According to the literature, governance is a key condition for policy effectiveness. This is especially true in the case of research and innovation policy, which takes place in a highly volatile environment, where the mean-end relationship that characterises policy action is crucially mediated by governance and by the institutional context in which policies are conceived and implemented. Not considering the reality of policy governance therefore deprives any innovation policy impact evaluation of explanatory power and, ultimately, of value as a tool to guide policy action in practice.

In this paper, we systematically link the empirical assessment of the quality of innovation policy governance with policy impact assessment based on macroeconomic modelling. We apply our methodology to the case of the European regional innovation policy for Smart Specialisation.

We construct a synthetic indicator of the quality of Smart Specialisation governance using the responses to a survey targeted at regional and national administrations, using data for all the NUTS 2 regions of Italy. We then use the indicator as an input in a spatial dynamic general equilibrium model to simulate scenarios quantifying the economic consequences of various levels of governance quality.

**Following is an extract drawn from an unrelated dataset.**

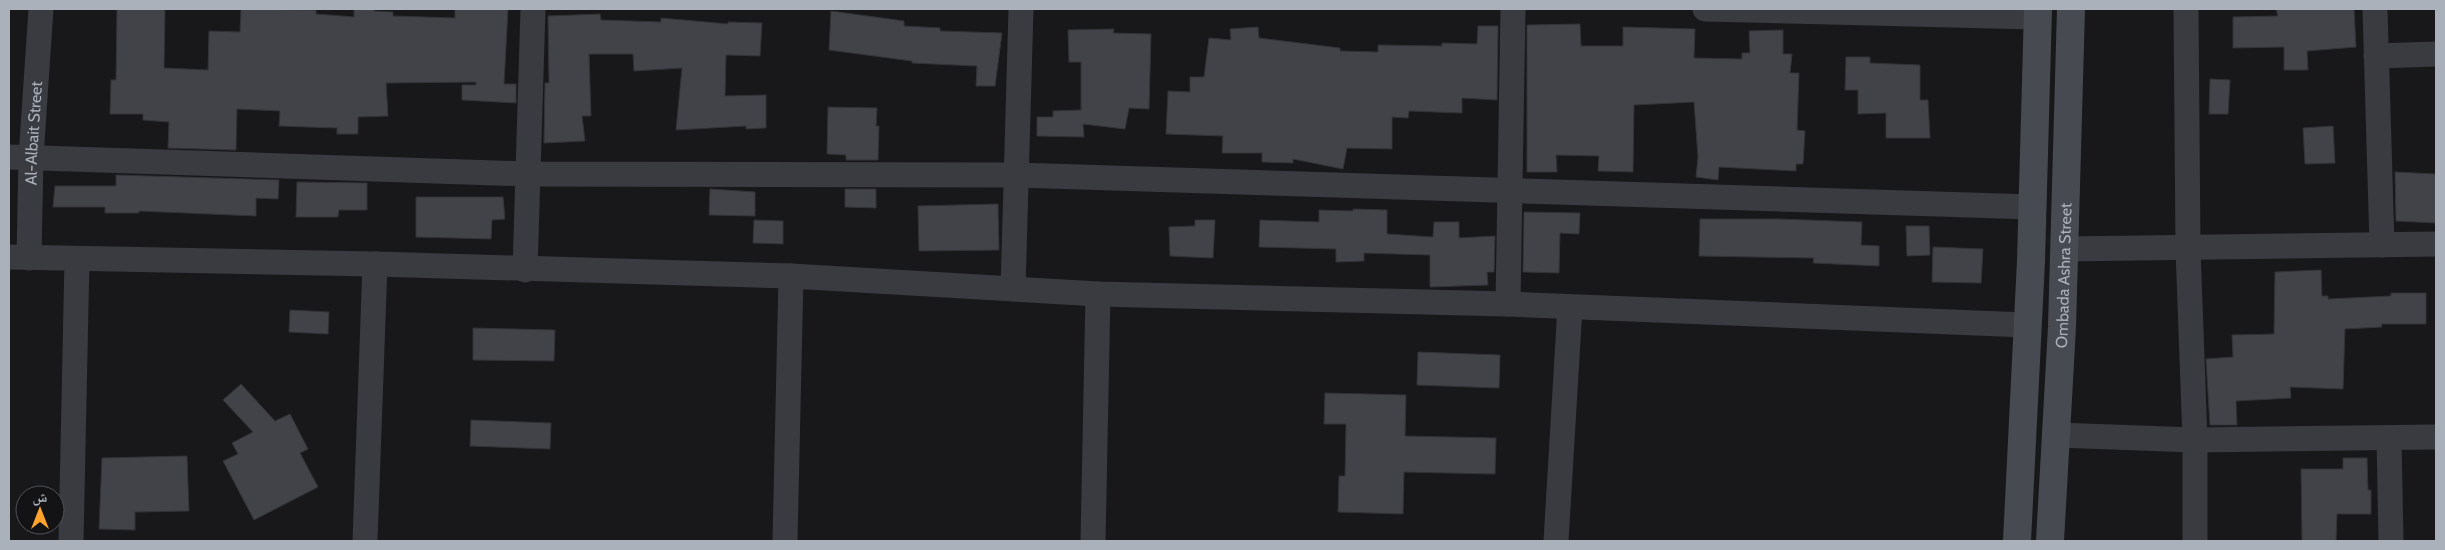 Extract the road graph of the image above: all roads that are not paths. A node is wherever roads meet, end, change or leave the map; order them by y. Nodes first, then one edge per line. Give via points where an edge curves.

We find that the measured quality of Smart Specialisation governance in Italian regions could increase the pure investment-related impact of the policy by 23 to almost 40 percent over the entire time horizon that we consider. At the same time, we estimate that further potential GDP gains—in the order of an additional 40–50 percent over what was achieved with the current levels of governance—would not materialise because of the comparatively low quality of governance in some regions. The gains stemming from the policy governance are heterogeneous across the Italian regions, with a distribution skewed to the right characterised by a large standard deviation.

These results hint at a dramatic variation in policy outcomes depending on the quality of governance. Our contribution hence narrows the gap between the abstraction of traditional ex-ante impact assessment exercises based on macroeconomic simulations and the reality of how policy interventions take place. Our results highlight the importance of all the phases of the policy cycle, from planning to implementation and monitoring. They also call for improvements in how standard macroeconomic policy assessments are carried out since the assumption of perfect policy implementation may often be unrealistic.

At the same time, the results suggest that the margins for increasing the impact of innovation policy through improving governance quality are substantial. This begs the crucial question of whether and how it is possible to increase the quality of innovation policy governance in the least-performing regions in order for them to converge towards the more virtuous models already experienced in some territories.

We argue that achieving such convergence would be helped by the interplay of three factors: (i) an improved knowledge about how innovation policies operate in their systemic contexts and institutional environment (Rodríguez-Pose and Di Cataldo 2015), allowing for a more customised design of intervention measures and programmes; (ii) mechanisms favouring trans-regional and transnational policy transfer (Wink 2010; Stone et al. 2020), which can be public initiatives and services; (iii) the build-up of policy capacity (Howlett 2015; Wu et al. 2015) both in the territorial public administrations and in the network of innovation actors and intermediary bodies that participate in the development of the territory.

These factors tend to be addressed in different strands of literature, ranging from the economics and policy of research and innovation to regional science through political science and administrative studies. To the best of our knowledge, they have seldom been treated in an integrated manner. For example, policy transfer and policy capacity have been touched only marginally in the mainstream research and innovation policy literature. An interesting avenue for future work might be the attempt to create a more systematic bridge between these research areas.